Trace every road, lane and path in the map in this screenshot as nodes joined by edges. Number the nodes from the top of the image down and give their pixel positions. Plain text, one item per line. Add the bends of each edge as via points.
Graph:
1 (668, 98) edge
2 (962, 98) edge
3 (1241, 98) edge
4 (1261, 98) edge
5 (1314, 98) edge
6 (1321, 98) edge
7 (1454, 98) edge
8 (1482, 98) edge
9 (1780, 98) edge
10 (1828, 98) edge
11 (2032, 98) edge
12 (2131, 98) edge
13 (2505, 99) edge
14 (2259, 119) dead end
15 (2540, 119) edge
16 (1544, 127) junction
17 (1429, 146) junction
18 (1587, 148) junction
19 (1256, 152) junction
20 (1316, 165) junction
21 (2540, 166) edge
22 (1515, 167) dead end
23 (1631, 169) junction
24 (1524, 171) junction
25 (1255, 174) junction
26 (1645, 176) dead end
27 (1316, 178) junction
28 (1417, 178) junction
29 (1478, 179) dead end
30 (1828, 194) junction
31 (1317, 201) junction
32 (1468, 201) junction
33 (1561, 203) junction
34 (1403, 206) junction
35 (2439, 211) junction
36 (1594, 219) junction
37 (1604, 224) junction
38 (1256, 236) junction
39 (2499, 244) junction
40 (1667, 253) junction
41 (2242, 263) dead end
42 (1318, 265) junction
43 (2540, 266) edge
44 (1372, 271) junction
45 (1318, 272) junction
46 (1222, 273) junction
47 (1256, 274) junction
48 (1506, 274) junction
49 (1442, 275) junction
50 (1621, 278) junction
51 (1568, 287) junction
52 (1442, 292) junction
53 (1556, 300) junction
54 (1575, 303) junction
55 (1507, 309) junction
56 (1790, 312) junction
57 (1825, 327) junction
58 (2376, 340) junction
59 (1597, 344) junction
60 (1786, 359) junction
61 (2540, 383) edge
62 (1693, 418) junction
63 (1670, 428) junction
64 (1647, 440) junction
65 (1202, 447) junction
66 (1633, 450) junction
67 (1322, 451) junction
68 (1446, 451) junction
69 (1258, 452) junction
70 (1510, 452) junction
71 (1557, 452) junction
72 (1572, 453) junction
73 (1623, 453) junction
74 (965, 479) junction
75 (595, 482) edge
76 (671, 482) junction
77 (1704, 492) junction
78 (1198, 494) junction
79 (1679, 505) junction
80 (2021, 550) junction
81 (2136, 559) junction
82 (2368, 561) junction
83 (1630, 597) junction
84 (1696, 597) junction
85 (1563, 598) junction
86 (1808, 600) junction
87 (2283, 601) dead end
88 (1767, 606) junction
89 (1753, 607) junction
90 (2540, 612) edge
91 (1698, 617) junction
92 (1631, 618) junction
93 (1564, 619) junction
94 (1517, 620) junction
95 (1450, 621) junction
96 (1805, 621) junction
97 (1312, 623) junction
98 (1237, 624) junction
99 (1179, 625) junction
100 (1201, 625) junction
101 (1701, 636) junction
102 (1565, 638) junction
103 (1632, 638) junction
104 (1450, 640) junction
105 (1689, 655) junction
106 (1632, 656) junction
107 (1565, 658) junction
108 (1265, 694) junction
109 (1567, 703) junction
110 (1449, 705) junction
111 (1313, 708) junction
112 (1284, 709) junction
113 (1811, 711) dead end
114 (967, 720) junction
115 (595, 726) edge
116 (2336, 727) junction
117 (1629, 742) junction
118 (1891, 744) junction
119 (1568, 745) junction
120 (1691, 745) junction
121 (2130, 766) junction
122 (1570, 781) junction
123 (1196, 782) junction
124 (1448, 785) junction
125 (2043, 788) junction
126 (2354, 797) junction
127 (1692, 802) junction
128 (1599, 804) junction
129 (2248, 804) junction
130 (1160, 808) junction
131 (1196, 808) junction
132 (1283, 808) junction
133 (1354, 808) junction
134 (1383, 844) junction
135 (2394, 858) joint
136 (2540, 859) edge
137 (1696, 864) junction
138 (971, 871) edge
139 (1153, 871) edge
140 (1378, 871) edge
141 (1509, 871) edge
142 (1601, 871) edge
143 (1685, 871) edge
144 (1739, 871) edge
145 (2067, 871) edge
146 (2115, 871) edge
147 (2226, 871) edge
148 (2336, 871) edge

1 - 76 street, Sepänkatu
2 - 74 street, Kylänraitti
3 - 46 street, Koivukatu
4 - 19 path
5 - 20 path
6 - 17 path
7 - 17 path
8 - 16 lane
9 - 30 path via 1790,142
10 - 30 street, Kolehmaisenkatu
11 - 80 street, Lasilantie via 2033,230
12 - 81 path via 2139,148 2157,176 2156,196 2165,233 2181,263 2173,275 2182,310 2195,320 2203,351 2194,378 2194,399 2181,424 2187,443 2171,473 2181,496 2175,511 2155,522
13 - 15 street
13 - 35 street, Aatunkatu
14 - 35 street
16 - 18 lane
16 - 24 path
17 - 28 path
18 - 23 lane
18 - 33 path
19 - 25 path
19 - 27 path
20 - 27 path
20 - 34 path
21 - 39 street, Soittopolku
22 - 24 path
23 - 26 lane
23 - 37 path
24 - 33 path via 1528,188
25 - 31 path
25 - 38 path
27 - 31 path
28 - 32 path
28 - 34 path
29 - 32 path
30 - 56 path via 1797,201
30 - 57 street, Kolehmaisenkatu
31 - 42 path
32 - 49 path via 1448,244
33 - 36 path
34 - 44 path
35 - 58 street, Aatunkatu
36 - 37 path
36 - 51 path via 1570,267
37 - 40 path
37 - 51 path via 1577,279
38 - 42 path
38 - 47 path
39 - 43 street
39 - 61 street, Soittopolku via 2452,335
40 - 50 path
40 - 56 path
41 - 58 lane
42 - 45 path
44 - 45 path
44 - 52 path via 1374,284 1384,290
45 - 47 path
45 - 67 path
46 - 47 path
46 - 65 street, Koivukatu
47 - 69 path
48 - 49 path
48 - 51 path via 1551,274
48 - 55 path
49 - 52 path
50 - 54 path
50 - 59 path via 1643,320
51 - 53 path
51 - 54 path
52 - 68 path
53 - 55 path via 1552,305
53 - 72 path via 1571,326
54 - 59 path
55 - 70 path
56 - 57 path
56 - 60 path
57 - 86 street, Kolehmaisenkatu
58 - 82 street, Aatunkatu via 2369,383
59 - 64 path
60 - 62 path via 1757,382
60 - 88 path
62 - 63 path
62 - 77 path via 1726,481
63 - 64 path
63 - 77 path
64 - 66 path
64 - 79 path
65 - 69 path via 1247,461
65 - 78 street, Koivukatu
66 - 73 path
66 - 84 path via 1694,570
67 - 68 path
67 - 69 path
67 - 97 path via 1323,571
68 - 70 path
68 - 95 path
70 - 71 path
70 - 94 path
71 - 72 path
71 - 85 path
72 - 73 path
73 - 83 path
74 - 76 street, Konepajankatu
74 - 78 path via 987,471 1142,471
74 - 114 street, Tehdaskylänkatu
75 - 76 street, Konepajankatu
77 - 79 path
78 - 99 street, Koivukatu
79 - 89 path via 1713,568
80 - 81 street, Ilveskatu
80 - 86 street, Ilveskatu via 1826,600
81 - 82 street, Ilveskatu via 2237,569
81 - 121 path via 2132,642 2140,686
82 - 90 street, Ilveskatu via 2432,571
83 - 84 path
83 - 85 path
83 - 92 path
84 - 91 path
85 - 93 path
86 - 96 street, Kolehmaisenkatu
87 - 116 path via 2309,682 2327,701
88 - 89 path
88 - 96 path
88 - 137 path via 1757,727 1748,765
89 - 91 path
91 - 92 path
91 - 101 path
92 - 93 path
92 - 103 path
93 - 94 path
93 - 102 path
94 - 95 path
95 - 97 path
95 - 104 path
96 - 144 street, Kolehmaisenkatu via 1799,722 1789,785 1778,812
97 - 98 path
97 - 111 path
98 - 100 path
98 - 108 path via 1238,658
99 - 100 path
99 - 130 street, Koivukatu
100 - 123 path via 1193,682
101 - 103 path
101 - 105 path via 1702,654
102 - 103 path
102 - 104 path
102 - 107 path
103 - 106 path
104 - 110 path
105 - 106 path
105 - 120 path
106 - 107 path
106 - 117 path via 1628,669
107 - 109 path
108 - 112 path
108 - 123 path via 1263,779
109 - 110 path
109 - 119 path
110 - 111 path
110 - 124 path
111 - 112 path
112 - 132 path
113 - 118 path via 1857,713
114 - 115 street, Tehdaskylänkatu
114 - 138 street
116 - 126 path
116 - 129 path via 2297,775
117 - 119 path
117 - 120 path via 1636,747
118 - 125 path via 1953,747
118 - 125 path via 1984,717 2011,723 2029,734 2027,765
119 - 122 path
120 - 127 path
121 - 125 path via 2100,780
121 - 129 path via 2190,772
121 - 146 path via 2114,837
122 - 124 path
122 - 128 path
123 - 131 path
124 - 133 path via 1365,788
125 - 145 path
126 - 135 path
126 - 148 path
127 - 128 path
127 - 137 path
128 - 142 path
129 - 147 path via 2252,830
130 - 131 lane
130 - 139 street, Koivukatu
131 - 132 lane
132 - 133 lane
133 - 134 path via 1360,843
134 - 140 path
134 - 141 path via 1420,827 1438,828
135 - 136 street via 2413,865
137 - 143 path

----------

Required action >> Lines holding "dead": copy each one from the records above.

Solution >>
14 (2259, 119) dead end
22 (1515, 167) dead end
26 (1645, 176) dead end
29 (1478, 179) dead end
41 (2242, 263) dead end
87 (2283, 601) dead end
113 (1811, 711) dead end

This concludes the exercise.